Iraq confirms some US troops will remain due to ISIS threat in Syria
Washington and Baghdad reached an agreement last year to gradually wind down the US-led coalition fighting ISIS in Iraq by September, with US forces withdrawing from some of the bases where they had been stationed.
Iraq's prime minister said on Monday that a small contingent of US military advisers will remain in the country to coordinate with US forces in neighbouring Syria combating the so-called Islamic State (IS) group, News.Az reports citing foreign media.
Washington and Baghdad agreed last year to wind down a US-led coalition fighting IS in Iraq by this September, with US forces departing some bases where they have been stationed.
Iraqi Prime Minister Mohammed Shia al-Sudani told journalists in Baghdad that US military advisers and support personnel are now stationed at the Ain al-Asad air base in western Iraq, a base adjacent to Baghdad airport and the al-Harir air base in northern Iraq.
Al-Sudani noted that the agreement originally stipulated a full pullout of US forces from Ain al-Asad by September, but that "developments in Syria" since then required maintaining a "small unit" of between 250 and 350 advisers and security personnel at the base.
He said they would work to support counter-IS surveillance and coordination with the al-Tanf base in Syria.
He added that other US sites are witnessing "gradual reductions" in personnel and operations.
After the fall of Syria's former long-time leader Bashar al-Assad in a rebel offensive in December, fears arose in Iraq of an IS resurgence taking advantage of the ensuing security vacuum and weapons abandoned by the former Syrian army.

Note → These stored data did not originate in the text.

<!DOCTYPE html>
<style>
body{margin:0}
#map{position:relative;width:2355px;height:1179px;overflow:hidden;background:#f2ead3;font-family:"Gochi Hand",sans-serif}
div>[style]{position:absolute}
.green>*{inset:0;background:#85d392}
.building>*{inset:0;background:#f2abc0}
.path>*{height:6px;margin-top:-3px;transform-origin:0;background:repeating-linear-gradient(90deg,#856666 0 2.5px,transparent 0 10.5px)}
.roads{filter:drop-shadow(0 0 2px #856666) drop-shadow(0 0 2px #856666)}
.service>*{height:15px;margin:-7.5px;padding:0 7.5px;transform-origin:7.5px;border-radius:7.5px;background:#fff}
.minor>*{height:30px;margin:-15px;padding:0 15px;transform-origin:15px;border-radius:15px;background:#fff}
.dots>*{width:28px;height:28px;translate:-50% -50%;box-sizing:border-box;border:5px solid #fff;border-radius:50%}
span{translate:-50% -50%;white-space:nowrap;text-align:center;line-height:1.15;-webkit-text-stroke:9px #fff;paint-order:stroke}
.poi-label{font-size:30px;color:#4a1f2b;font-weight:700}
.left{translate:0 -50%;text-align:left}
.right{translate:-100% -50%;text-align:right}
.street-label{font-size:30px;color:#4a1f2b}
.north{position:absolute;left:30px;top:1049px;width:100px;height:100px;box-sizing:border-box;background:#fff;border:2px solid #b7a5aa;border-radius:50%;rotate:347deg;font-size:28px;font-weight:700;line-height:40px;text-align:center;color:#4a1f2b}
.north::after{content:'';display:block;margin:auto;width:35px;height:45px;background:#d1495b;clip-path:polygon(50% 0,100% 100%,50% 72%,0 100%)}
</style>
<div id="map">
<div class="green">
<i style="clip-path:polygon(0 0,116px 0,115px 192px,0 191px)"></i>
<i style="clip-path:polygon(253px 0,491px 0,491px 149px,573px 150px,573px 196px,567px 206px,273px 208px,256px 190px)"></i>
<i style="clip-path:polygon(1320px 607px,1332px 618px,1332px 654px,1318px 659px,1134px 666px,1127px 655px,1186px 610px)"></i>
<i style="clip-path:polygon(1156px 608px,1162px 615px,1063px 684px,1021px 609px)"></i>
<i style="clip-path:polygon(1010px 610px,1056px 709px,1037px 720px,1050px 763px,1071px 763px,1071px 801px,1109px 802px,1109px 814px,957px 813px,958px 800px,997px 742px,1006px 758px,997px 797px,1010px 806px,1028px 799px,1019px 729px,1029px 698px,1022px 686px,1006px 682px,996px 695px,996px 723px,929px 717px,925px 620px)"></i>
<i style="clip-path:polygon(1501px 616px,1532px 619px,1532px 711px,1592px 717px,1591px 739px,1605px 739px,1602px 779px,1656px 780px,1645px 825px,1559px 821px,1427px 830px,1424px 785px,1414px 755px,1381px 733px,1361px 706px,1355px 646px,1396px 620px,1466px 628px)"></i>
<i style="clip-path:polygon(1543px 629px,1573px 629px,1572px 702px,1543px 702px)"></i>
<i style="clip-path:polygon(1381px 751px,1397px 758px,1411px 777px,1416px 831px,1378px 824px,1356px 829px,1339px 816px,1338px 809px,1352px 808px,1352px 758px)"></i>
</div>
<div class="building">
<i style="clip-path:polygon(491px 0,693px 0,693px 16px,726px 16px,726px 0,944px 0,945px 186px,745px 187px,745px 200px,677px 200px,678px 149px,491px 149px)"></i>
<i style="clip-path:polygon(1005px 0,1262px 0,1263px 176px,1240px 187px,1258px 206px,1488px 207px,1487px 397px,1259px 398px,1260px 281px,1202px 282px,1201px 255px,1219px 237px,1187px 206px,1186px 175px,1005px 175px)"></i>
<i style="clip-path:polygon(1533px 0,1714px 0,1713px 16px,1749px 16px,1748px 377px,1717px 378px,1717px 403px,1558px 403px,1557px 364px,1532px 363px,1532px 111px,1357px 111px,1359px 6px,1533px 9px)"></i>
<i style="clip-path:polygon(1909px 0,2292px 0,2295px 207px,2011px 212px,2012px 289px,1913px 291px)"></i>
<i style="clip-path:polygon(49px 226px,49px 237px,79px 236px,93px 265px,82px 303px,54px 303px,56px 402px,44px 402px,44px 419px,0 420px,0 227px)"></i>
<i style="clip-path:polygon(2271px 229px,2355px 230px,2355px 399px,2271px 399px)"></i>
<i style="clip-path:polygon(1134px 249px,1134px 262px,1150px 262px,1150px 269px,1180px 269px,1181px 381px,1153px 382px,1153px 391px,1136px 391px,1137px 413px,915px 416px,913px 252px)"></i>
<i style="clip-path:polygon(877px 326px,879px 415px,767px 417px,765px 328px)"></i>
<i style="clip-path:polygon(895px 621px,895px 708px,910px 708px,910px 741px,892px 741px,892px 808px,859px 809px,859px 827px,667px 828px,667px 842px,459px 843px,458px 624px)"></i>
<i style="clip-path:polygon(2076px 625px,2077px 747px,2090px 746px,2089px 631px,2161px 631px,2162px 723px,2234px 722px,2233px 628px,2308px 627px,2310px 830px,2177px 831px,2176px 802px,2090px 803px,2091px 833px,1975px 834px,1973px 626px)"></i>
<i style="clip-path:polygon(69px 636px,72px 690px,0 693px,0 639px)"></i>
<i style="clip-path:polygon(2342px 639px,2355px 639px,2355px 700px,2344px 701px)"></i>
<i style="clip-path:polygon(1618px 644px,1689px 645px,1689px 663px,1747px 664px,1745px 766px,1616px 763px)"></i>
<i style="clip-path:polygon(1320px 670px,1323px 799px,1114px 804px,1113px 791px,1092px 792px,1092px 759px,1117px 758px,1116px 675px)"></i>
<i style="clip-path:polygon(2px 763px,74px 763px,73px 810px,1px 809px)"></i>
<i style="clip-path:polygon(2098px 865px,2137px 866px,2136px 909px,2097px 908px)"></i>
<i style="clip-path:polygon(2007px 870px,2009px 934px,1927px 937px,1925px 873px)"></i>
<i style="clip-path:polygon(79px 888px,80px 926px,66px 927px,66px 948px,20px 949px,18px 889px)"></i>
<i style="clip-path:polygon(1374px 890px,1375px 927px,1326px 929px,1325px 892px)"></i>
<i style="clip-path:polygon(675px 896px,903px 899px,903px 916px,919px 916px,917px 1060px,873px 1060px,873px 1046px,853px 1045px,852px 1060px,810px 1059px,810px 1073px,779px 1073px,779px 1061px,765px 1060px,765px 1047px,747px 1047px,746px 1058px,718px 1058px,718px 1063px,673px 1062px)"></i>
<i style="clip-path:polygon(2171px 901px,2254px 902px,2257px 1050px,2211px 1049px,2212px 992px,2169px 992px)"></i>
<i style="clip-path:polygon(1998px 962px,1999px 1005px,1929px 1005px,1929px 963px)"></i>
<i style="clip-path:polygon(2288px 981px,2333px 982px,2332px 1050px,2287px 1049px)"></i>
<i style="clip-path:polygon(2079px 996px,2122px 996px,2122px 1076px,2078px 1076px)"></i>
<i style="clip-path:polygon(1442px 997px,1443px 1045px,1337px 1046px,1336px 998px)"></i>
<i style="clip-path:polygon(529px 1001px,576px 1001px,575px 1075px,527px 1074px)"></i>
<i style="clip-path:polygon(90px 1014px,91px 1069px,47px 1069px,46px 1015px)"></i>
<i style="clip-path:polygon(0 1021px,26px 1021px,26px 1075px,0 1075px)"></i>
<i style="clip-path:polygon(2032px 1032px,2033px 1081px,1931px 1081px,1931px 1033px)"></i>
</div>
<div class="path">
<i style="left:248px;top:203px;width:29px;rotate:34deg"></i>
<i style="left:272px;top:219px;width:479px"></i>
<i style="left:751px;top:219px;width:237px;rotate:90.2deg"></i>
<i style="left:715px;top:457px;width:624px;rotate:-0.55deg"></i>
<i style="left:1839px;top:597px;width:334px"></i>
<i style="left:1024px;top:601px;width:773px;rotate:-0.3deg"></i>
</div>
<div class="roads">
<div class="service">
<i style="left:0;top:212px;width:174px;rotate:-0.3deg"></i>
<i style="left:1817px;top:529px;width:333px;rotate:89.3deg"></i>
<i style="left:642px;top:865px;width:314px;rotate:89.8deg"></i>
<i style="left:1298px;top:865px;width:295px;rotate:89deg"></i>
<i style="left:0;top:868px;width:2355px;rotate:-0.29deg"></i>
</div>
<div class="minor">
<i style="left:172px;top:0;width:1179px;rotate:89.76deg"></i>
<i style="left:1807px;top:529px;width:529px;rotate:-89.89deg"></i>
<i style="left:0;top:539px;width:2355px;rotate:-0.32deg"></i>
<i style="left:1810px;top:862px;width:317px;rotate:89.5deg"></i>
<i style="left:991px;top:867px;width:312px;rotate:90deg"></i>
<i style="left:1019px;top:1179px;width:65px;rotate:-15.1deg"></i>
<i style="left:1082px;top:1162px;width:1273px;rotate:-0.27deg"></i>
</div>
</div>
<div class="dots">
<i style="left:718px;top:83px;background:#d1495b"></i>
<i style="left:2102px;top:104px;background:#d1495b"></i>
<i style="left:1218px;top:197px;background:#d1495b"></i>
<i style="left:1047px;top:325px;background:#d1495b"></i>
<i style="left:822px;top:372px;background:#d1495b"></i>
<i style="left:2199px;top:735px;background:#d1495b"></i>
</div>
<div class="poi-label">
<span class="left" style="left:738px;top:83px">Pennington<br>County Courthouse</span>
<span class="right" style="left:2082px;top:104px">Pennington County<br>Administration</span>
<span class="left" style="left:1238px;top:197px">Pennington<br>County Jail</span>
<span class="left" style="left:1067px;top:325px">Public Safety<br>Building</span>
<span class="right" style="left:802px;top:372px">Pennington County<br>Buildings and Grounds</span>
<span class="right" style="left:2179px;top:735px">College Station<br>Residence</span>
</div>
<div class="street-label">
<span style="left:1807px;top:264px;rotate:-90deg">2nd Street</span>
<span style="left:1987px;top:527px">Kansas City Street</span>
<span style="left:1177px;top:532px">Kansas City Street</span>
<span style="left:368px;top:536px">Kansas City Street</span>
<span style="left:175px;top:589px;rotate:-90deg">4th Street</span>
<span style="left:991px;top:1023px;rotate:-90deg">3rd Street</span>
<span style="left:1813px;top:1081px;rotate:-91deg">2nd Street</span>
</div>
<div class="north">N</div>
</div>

Al-Sudani maintained that the extremist group, which seized wide swathes of territory in Iraq and Syria a decade ago, "no longer poses a significant threat inside Iraq."
Iraq has sought to balance its relations with the United States and neighbouring Iran and to avoid being pulled into regional conflicts, a policy that the prime minister said he will continue.
"We put Iraq first and we do not wish to act as a proxy for anyone," he said. "Iraq will not be a battlefield for conflicts."